BERBAHASA SESUAI RANAH PEMAKAIANNYA



BERBAHASA SESUAI DENGAN RANAH PEMAKAIANNYA
Opini Pertama : Satu bahasa bisa digunakan berbagai macam ragam bahasa.
Ini adalah suatu contoh pada bahasa Indonesia. Dalam Bahasa Indonesia mempunyai banyak ragam (varian) yang dipakai sesuai konteksnya. Misalnya untuk acara kenegaraan atau keperluan akademis kita menggunakan bahasa Indonesia baku. Sementara untuk keperluan sehari-hari, bahasa Indonesia yang kita pakai bersifat tidak baku (informal) dan seringkali dipengaruhi oleh bahasa daerah masing-masing. Kedua ragam tersebut dipakai secara bersamaan dan beriringan dalam kehidupan dan mempunyai fungsi masing-masing. Adapun jika ragam informal dari bahasa Indonesia pada akhirnya berkembang, itu adalah hasil kreasi penutur bahasa yang hakikatnya memang penuh inovasi. Nah, maka dari pada itu lahirlah bahasa gaul, yang kesemuanya adalah ragam informalnya bahasa Indonesia.

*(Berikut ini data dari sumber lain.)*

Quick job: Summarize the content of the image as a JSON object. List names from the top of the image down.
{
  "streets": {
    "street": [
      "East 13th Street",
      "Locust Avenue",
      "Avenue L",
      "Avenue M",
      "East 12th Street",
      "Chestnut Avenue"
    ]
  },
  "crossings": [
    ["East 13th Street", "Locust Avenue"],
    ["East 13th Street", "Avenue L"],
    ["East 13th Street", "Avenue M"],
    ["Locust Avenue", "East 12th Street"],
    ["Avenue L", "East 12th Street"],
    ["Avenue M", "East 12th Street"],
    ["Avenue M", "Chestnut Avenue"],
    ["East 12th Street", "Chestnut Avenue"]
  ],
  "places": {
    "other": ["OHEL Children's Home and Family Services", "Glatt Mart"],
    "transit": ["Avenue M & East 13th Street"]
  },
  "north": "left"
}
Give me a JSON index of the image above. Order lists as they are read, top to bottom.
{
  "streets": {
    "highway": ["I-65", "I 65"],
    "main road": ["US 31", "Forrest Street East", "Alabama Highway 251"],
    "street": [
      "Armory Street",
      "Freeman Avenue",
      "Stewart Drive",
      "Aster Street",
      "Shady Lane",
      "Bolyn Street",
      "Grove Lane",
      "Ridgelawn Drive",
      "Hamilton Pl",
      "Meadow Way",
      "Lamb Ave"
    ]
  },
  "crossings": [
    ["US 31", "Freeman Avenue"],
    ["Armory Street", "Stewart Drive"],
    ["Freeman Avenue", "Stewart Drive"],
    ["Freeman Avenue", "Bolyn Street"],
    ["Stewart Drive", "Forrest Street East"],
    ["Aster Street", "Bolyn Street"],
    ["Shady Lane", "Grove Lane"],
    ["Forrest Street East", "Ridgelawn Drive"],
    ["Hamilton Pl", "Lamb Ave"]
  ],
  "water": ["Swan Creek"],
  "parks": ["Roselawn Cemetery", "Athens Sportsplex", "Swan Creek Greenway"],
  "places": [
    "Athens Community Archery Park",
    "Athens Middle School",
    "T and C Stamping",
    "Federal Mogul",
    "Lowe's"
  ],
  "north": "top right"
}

Karena dalam ranah bahasa baku untuk akademis dan kenegaraan penuturnya tidak bisa berkreasi (karena dibatasi aturan-aturan dan kebakuan), maka sangat wajar jika dalam ranah informal, penutur bahasa berkreasi, dan tidak terkecuali dalam bahasa Indonesia. Bahasa Inggris pun demikian adanya. Meskipun bahasa Inggris merupakan bahasa yang lebih mapan, bahasa Inggris juga mempunyai ragam informalnya, dan bahkan ragam informalnya lebih dari satu dan sangat dipengaruhi unsur kedaerahan. Situasi kebahasaan yang memungkinkan suatu masyarakat dalam suatu wilayah yang menggunakan beberapa ragam bahasa dalam kehidupannya dinamakan diglosia dan sangat lazim terjadi.

Opini Kedua : Dampak Globalisasi terhadap Sikap Bahasa
Globalisasi sudah menjadi fenomena semesta; globalisasi, suka atau tidak suka, juga mengubah sikap bahasa penutur Indonesia terhadap BI, terutama di kota-kota besar di Indonesia, khususnya terhadap BI resmi, penggunaan BI resmi, termasuk bahasa nasional, dianggap kurang bergengsi (kurang prestise), kurang nyaman (comfort), kurang canggih, bahkan dirasakan kurang aksi/kurang bergaya (prestige motive). Sikap ini juga terjadi pada media-media elektronik kita, dengan dalih era globalisasi, mata-mata acara ditayangkan dengan bahasa Inggris, malahan presenternya pun menggunakan bahasa gado-gado.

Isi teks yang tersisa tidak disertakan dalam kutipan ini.